(Collection entries)
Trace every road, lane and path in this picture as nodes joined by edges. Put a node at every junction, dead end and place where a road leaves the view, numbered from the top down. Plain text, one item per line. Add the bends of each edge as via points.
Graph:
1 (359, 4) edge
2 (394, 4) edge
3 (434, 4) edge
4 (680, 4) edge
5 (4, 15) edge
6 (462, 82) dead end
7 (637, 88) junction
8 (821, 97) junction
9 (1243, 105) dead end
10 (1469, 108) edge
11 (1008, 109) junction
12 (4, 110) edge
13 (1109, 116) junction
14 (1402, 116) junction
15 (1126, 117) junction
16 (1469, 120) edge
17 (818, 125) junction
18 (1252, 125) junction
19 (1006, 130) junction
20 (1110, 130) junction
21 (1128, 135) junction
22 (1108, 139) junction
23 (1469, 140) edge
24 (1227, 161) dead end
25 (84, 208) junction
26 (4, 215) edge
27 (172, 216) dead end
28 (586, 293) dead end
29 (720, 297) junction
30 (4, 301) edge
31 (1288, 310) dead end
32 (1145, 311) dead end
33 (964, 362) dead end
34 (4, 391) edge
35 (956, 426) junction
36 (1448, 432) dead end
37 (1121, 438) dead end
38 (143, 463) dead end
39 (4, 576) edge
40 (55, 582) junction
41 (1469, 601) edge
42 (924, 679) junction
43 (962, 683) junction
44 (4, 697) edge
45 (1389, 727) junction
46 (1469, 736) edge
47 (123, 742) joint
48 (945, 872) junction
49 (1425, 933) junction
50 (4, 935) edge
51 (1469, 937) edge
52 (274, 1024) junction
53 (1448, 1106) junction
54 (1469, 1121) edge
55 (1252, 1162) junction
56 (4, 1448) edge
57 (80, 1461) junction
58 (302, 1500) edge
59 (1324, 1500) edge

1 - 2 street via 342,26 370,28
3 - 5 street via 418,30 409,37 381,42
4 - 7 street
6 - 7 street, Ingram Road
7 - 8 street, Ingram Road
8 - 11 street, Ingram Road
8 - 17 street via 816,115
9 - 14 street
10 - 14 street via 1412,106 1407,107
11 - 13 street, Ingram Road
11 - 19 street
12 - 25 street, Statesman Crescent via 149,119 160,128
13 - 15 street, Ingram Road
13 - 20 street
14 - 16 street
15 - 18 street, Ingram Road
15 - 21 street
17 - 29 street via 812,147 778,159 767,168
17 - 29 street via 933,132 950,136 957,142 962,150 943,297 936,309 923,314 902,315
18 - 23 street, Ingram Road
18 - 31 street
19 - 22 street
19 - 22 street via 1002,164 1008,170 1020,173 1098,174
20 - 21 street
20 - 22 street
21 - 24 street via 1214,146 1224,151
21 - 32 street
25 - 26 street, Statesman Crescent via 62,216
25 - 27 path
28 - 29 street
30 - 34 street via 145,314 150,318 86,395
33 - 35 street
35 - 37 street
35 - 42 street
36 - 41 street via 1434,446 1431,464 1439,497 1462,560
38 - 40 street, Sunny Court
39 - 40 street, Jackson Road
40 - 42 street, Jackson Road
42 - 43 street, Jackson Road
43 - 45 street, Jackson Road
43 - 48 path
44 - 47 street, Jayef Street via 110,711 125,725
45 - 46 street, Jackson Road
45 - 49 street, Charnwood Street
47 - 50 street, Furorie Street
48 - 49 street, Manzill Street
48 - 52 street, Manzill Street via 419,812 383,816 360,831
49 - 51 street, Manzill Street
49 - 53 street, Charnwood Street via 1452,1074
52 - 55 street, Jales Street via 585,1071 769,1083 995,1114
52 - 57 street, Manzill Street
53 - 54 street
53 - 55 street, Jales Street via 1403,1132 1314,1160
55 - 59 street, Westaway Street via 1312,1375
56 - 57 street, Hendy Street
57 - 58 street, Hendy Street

...

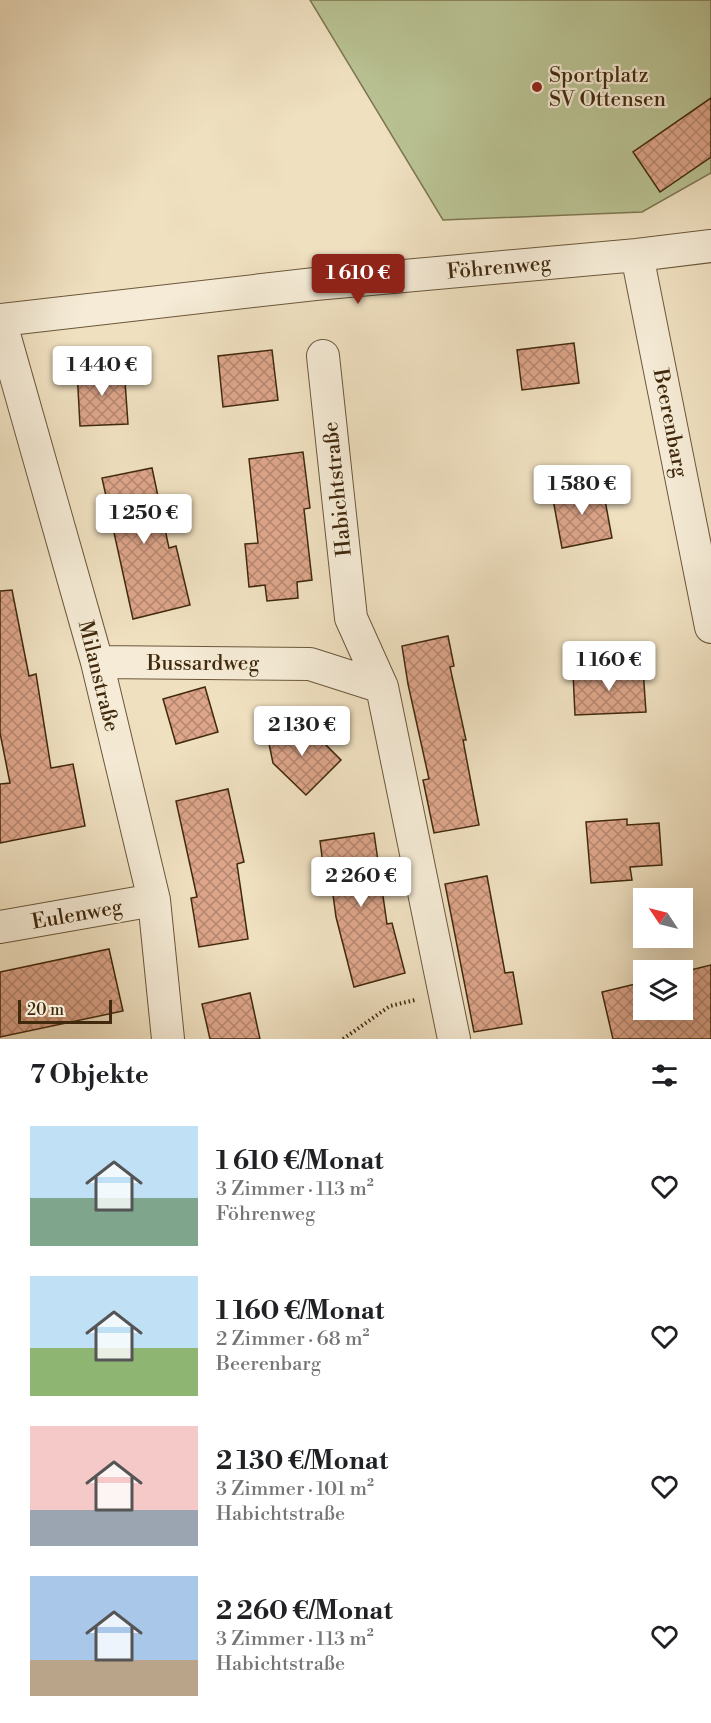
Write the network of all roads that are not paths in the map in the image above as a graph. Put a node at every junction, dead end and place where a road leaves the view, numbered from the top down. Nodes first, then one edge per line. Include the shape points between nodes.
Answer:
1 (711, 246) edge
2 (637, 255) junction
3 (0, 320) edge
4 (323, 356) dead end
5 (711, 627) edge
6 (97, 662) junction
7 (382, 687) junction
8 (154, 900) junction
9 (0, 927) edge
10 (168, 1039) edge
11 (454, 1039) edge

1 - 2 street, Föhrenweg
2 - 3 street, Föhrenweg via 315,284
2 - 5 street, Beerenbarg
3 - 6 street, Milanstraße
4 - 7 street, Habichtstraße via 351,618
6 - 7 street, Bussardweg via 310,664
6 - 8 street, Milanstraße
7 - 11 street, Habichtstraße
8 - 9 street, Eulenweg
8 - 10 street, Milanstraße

Work to be completed:
Please go through the data above and copy every line that has the word "nodes".

Task solution:
Trace every road, lane and path in this picture as nodes joined by edges. Put a node at every junction, dead end and place where a road leaves the view, numbered from the top down. Plain text, one item per line. Add the bends of each edge as via points.
Write the network of all roads that are not paths in the map in the image above as a graph. Put a node at every junction, dead end and place where a road leaves the view, numbered from the top down. Nodes first, then one edge per line. Include the shape points between nodes.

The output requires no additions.